Material to process START
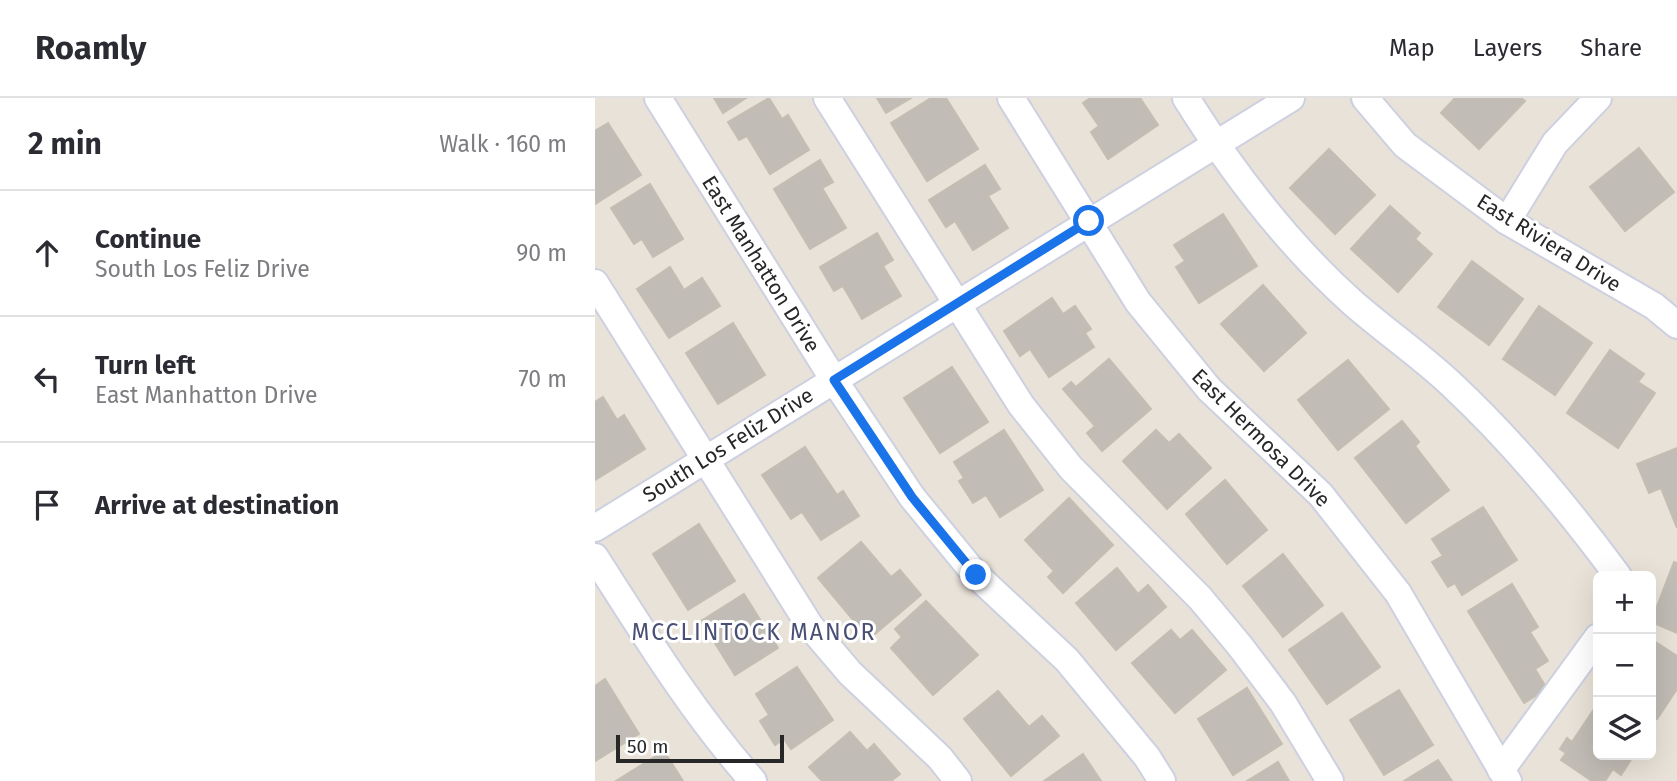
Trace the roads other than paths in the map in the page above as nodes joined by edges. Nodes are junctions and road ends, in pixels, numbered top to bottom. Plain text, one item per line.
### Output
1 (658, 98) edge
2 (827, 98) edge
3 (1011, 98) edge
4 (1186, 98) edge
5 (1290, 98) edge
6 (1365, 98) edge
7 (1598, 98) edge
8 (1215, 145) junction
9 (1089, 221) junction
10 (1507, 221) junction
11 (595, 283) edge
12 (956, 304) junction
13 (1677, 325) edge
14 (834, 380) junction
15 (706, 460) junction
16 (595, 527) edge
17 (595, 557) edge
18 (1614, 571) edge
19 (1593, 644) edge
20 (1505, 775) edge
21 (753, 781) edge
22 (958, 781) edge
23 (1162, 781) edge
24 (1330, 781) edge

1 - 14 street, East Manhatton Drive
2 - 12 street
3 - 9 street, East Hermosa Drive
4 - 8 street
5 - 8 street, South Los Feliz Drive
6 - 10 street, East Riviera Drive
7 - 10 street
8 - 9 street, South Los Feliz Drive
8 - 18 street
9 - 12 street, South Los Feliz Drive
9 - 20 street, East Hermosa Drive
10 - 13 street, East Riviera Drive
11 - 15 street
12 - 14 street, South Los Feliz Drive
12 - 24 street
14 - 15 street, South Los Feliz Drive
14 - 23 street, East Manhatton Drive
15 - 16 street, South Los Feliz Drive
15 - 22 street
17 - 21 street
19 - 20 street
Material to process END
Aim of the task: What's needed is every record restated exactly, pictures excluded.

Answer space:
Trace the roads other than paths in the map in the page above as nodes joined by edges. Nodes are junctions and road ends, in pixels, numbered top to bottom. Plain text, one item per line.
### Output
1 (658, 98) edge
2 (827, 98) edge
3 (1011, 98) edge
4 (1186, 98) edge
5 (1290, 98) edge
6 (1365, 98) edge
7 (1598, 98) edge
8 (1215, 145) junction
9 (1089, 221) junction
10 (1507, 221) junction
11 (595, 283) edge
12 (956, 304) junction
13 (1677, 325) edge
14 (834, 380) junction
15 (706, 460) junction
16 (595, 527) edge
17 (595, 557) edge
18 (1614, 571) edge
19 (1593, 644) edge
20 (1505, 775) edge
21 (753, 781) edge
22 (958, 781) edge
23 (1162, 781) edge
24 (1330, 781) edge

1 - 14 street, East Manhatton Drive
2 - 12 street
3 - 9 street, East Hermosa Drive
4 - 8 street
5 - 8 street, South Los Feliz Drive
6 - 10 street, East Riviera Drive
7 - 10 street
8 - 9 street, South Los Feliz Drive
8 - 18 street
9 - 12 street, South Los Feliz Drive
9 - 20 street, East Hermosa Drive
10 - 13 street, East Riviera Drive
11 - 15 street
12 - 14 street, South Los Feliz Drive
12 - 24 street
14 - 15 street, South Los Feliz Drive
14 - 23 street, East Manhatton Drive
15 - 16 street, South Los Feliz Drive
15 - 22 street
17 - 21 street
19 - 20 street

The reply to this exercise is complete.